What to work on ::
Set down again exactly the lines of the listing below that fall between the line holding "pinky mcp: (314, 378)" and the line holding "thumb ip: (395, 316)", inclusive.

----

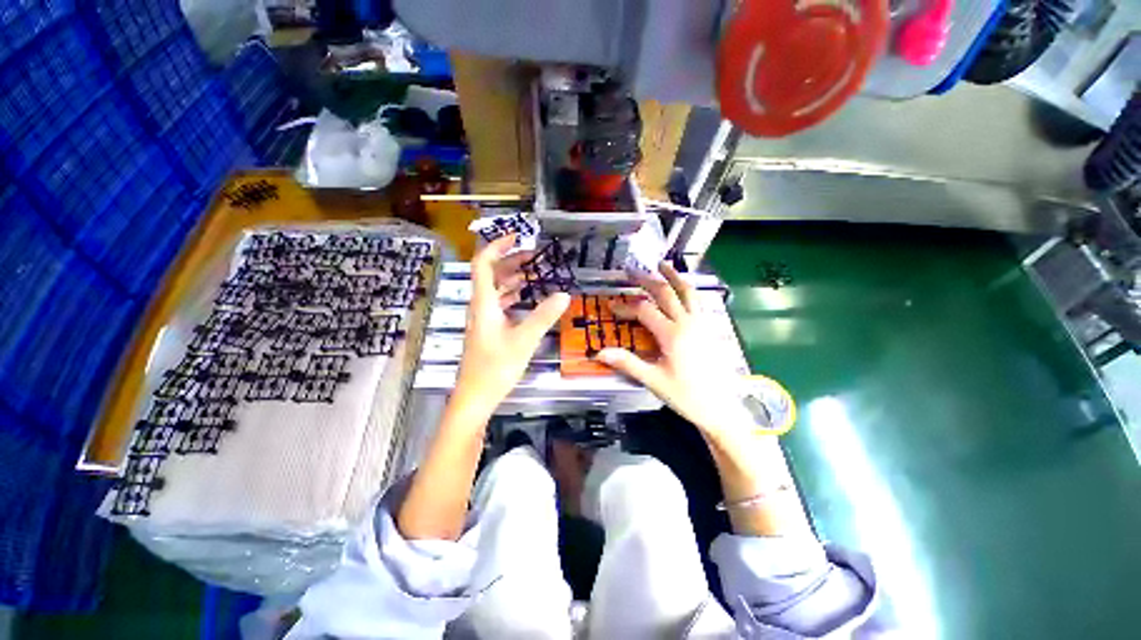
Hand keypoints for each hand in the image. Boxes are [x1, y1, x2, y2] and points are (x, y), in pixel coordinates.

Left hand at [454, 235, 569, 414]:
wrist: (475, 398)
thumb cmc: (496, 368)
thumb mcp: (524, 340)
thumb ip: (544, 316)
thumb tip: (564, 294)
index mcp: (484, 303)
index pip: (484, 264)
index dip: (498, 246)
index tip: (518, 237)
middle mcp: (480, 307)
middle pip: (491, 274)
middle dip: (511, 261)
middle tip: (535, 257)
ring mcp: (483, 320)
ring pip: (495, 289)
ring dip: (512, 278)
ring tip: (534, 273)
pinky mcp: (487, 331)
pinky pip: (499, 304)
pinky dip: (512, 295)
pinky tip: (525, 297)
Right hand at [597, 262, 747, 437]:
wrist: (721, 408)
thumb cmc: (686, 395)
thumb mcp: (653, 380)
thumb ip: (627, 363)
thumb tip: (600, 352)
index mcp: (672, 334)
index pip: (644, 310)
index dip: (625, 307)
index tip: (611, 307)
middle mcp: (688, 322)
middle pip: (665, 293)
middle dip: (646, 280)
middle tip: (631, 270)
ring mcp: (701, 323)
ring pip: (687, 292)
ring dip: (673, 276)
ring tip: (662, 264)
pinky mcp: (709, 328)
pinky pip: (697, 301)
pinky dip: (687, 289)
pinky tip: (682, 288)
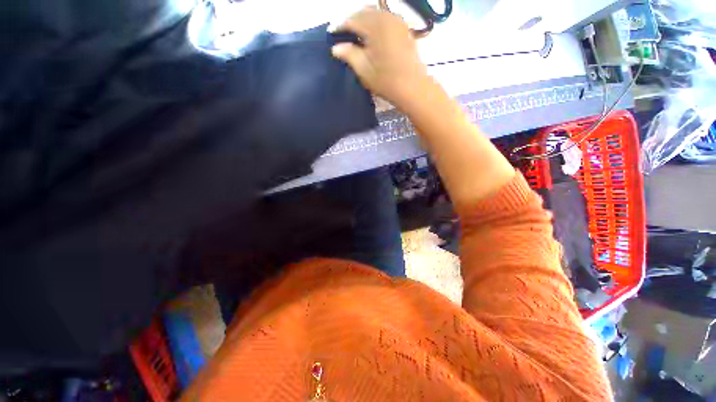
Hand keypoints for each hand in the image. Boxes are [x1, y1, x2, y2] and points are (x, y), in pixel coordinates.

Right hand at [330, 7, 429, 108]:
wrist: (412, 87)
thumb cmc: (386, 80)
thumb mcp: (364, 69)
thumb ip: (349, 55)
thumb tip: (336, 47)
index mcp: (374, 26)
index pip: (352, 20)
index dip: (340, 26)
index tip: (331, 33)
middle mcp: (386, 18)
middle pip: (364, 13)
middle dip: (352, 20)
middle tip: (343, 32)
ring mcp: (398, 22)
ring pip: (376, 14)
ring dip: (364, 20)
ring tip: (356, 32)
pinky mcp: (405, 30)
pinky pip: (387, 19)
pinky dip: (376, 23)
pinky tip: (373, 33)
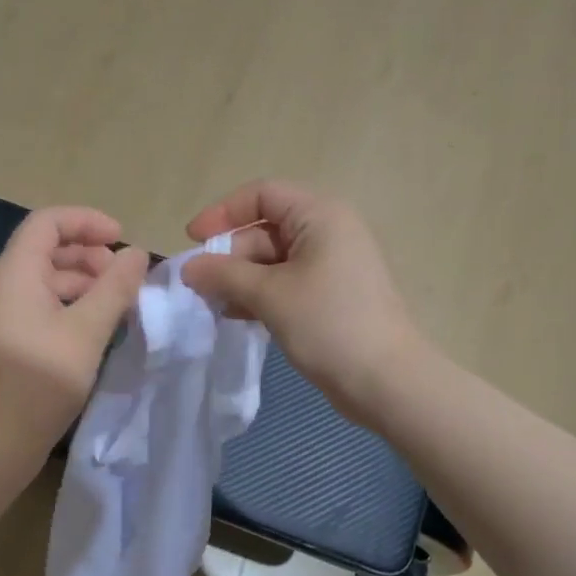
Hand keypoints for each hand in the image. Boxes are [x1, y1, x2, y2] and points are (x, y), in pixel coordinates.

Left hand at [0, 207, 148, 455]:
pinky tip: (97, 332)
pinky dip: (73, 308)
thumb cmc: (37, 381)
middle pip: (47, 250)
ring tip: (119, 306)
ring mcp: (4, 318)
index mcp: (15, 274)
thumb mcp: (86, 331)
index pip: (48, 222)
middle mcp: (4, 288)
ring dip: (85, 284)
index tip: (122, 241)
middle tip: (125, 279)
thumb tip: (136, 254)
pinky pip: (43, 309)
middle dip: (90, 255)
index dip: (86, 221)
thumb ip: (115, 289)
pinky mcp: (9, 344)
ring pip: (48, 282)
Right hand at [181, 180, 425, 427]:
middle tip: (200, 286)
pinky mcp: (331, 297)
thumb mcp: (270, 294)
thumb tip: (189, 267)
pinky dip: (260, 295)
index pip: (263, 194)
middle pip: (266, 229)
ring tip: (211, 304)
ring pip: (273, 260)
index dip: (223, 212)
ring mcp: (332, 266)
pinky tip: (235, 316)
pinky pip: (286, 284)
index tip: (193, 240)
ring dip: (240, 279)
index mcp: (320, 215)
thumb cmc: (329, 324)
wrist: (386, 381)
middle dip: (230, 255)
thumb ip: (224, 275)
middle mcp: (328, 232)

----

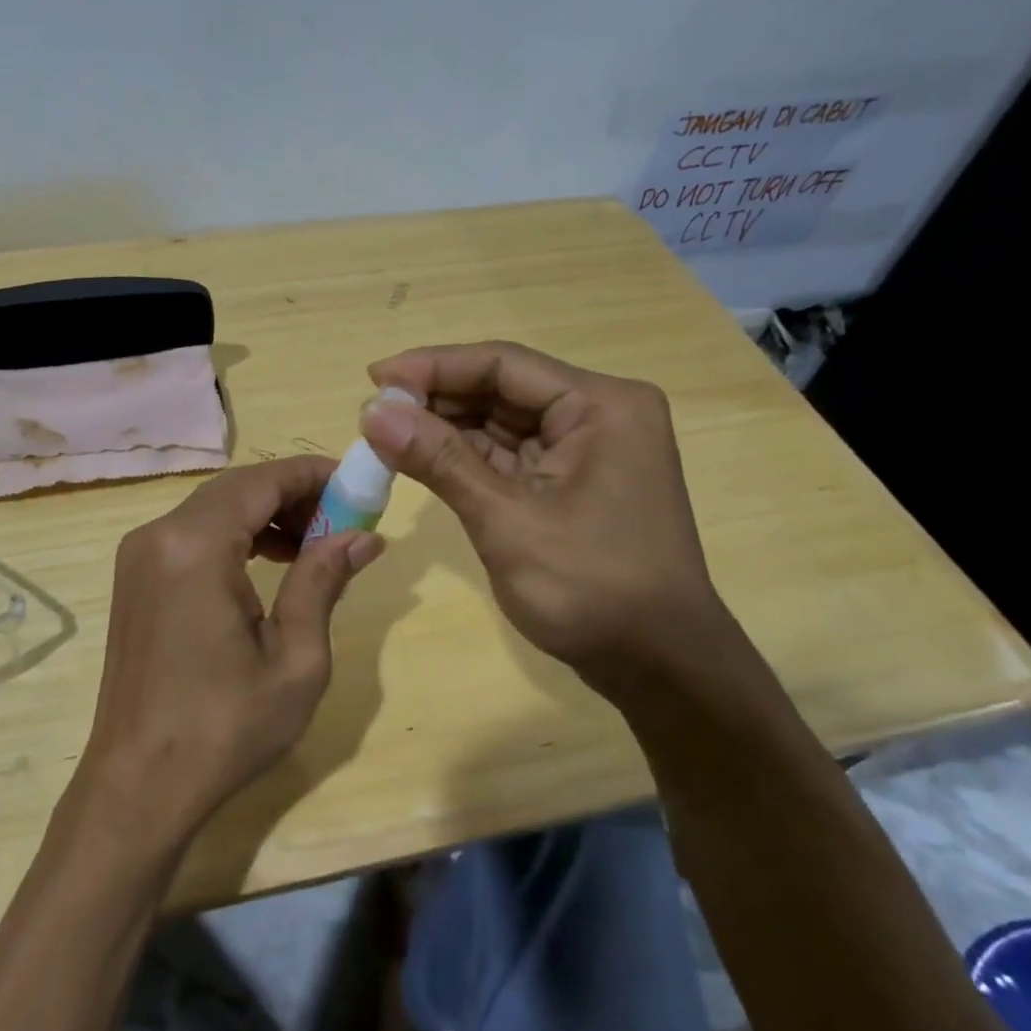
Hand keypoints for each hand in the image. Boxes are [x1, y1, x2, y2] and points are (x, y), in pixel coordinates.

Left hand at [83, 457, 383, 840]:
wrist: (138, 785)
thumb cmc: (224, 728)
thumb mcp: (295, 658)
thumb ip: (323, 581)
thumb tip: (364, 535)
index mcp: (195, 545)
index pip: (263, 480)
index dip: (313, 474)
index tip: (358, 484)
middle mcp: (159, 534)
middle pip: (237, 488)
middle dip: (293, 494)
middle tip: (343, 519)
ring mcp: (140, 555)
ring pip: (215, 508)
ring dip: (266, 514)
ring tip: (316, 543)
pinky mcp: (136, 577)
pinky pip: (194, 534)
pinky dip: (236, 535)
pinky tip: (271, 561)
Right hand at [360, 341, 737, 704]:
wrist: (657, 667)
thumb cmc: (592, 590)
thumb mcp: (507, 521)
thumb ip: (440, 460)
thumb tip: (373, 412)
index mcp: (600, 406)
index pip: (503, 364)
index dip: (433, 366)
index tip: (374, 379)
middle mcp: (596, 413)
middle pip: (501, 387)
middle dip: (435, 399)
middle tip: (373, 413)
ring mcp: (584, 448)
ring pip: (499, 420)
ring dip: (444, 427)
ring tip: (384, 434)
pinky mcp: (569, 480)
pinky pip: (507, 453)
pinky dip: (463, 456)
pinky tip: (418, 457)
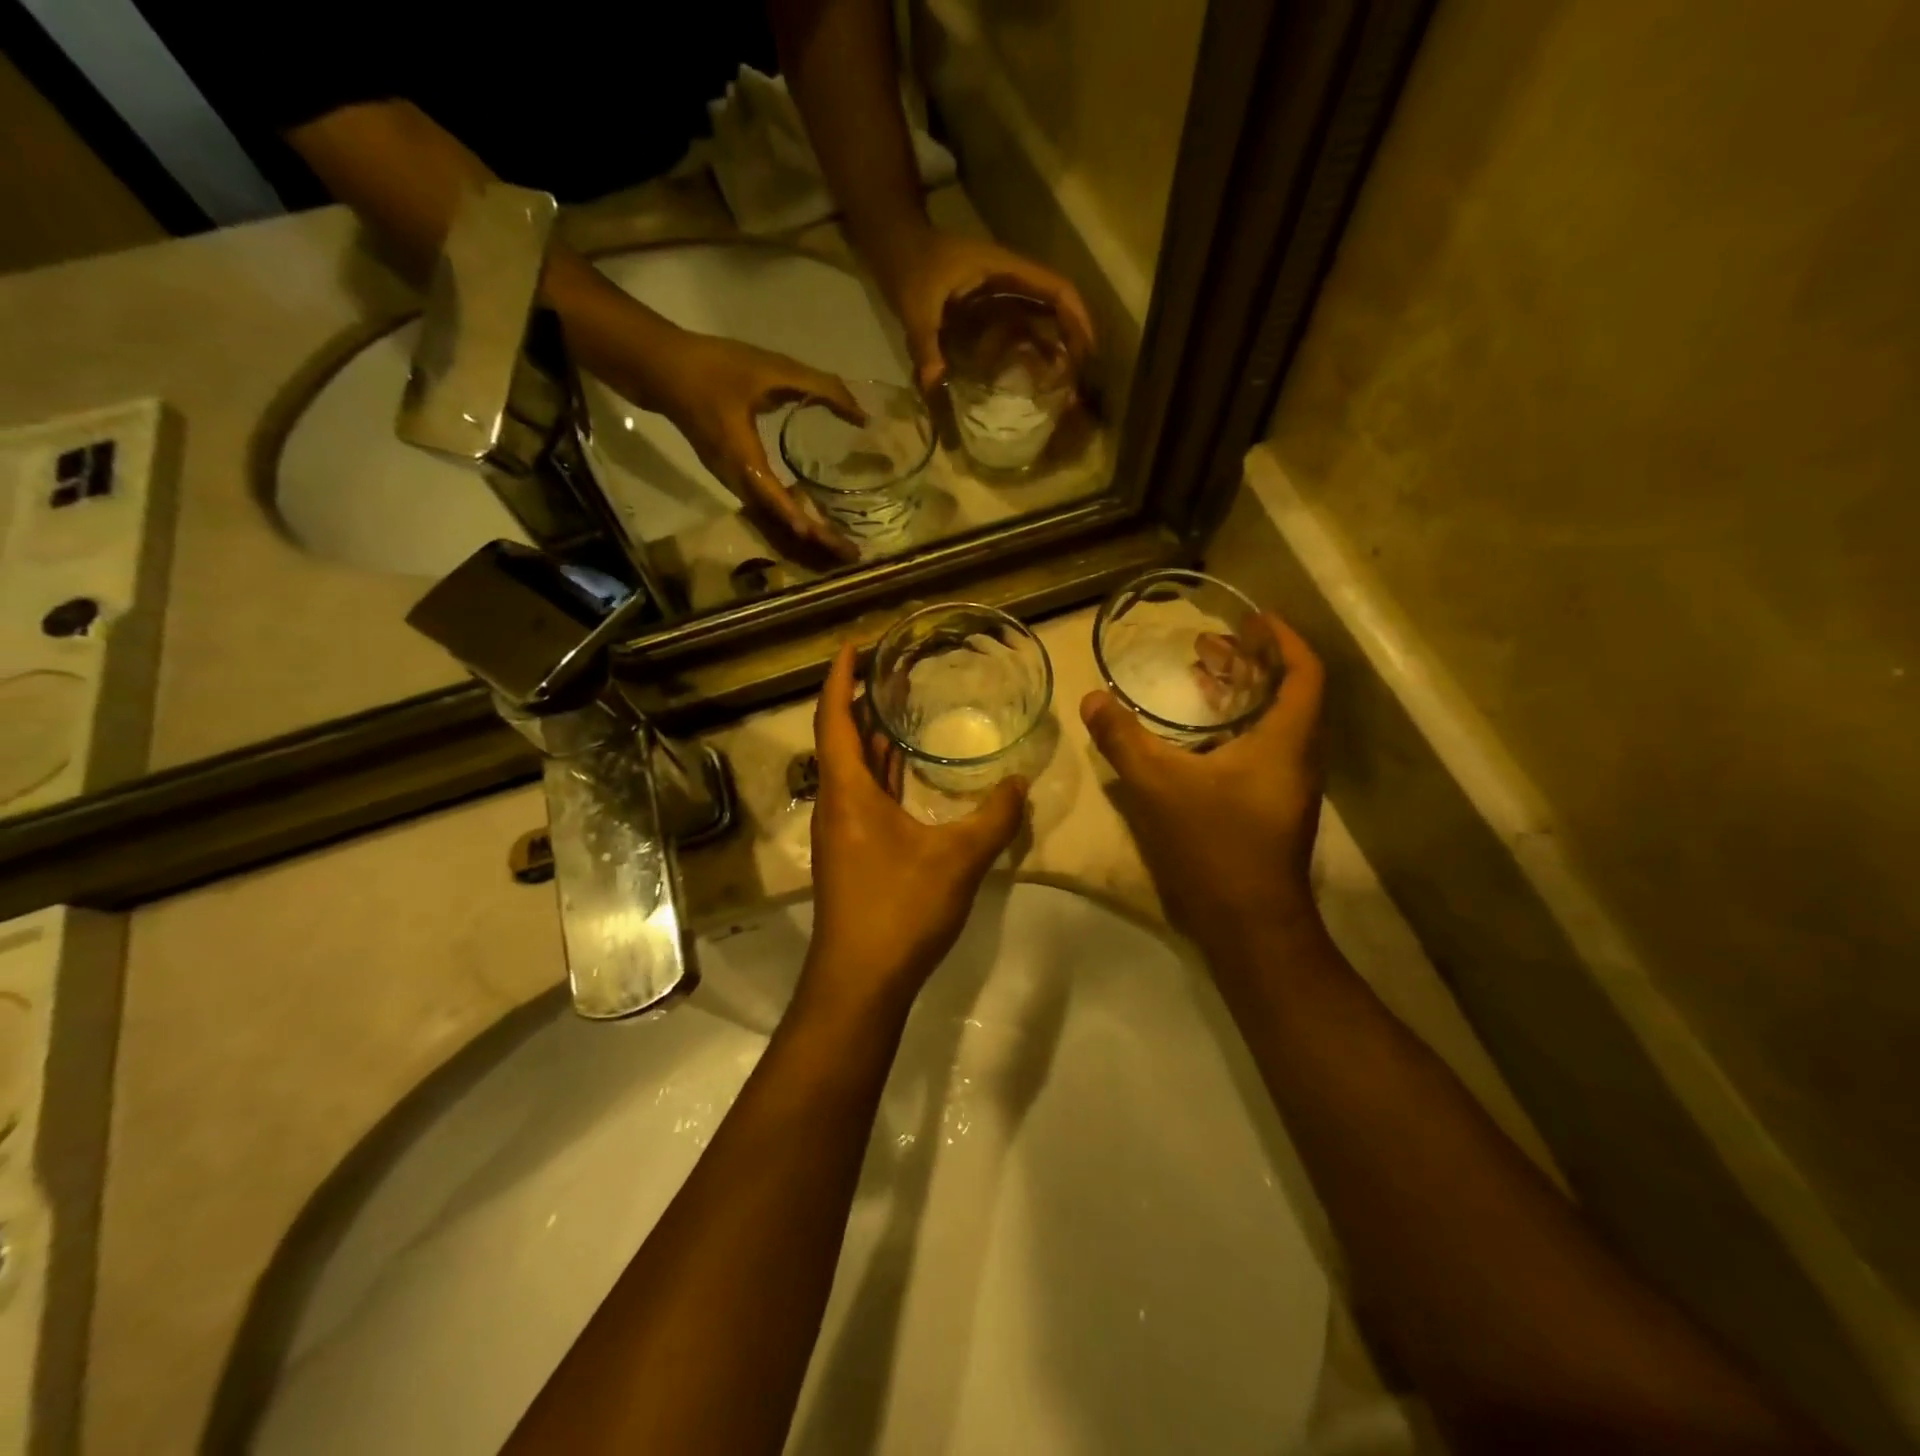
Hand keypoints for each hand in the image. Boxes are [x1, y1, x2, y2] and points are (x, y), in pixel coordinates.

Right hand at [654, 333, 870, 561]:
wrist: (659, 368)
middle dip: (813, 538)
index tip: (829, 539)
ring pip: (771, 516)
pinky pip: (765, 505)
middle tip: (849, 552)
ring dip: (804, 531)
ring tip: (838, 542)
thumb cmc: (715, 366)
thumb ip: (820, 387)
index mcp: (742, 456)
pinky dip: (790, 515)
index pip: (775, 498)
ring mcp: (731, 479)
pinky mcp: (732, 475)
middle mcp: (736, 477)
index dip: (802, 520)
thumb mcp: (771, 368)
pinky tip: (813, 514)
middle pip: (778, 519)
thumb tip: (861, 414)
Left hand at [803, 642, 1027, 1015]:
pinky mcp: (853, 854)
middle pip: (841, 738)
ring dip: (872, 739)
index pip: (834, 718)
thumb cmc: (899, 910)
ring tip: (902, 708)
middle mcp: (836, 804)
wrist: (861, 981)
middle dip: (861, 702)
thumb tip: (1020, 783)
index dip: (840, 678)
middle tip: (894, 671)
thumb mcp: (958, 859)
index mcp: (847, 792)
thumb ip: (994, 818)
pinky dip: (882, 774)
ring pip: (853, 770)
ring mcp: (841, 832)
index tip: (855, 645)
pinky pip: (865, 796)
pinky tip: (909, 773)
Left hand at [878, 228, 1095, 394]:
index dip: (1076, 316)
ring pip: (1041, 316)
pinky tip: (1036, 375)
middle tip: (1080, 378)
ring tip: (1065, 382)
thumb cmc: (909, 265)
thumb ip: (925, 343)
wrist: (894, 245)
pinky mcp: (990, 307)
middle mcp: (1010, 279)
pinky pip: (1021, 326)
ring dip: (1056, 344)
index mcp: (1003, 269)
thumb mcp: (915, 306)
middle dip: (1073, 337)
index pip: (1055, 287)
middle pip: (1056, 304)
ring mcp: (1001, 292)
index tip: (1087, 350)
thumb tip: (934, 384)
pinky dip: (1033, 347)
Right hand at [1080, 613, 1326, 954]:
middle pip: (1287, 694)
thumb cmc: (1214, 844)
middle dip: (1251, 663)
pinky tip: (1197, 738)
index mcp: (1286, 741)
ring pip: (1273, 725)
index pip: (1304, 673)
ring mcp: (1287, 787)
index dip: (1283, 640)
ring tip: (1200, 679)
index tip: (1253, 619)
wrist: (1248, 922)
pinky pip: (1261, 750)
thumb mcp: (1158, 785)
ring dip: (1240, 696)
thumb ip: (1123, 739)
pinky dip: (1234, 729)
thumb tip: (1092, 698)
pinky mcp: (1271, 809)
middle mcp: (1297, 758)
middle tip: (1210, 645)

----

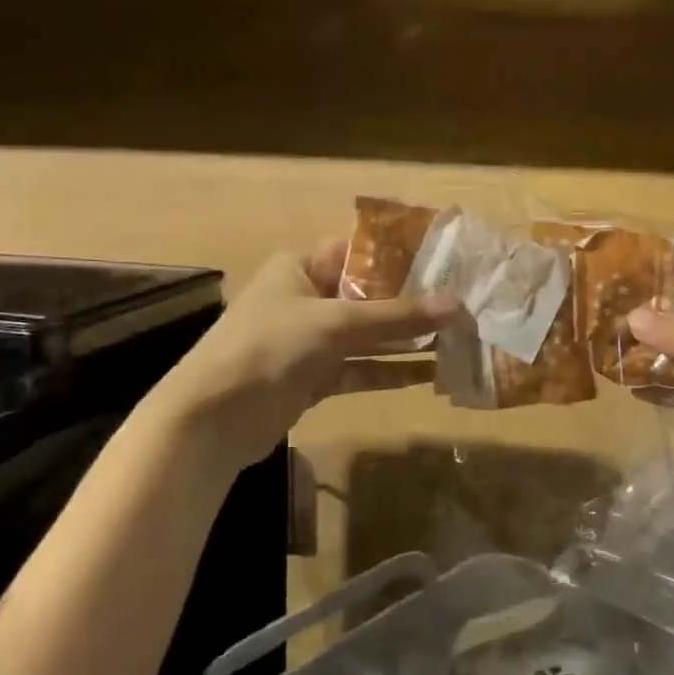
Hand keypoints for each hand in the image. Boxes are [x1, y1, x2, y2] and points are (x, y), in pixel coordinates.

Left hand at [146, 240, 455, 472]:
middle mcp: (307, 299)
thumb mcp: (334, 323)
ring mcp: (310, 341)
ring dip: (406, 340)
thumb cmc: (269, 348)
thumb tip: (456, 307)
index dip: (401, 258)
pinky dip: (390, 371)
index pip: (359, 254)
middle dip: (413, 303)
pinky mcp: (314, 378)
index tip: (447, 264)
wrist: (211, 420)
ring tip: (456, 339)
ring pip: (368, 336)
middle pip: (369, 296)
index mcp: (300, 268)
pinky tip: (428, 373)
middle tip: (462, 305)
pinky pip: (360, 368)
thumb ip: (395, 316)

----

Task output ::
pinky mcp: (314, 378)
index tip: (447, 264)
wrist: (211, 420)
ring tip: (456, 339)
ring pip: (368, 336)
middle pip: (369, 296)
index mcp: (300, 268)
pinky tip: (428, 373)
middle tip: (462, 305)
pinky pip: (360, 368)
thumb ip: (395, 316)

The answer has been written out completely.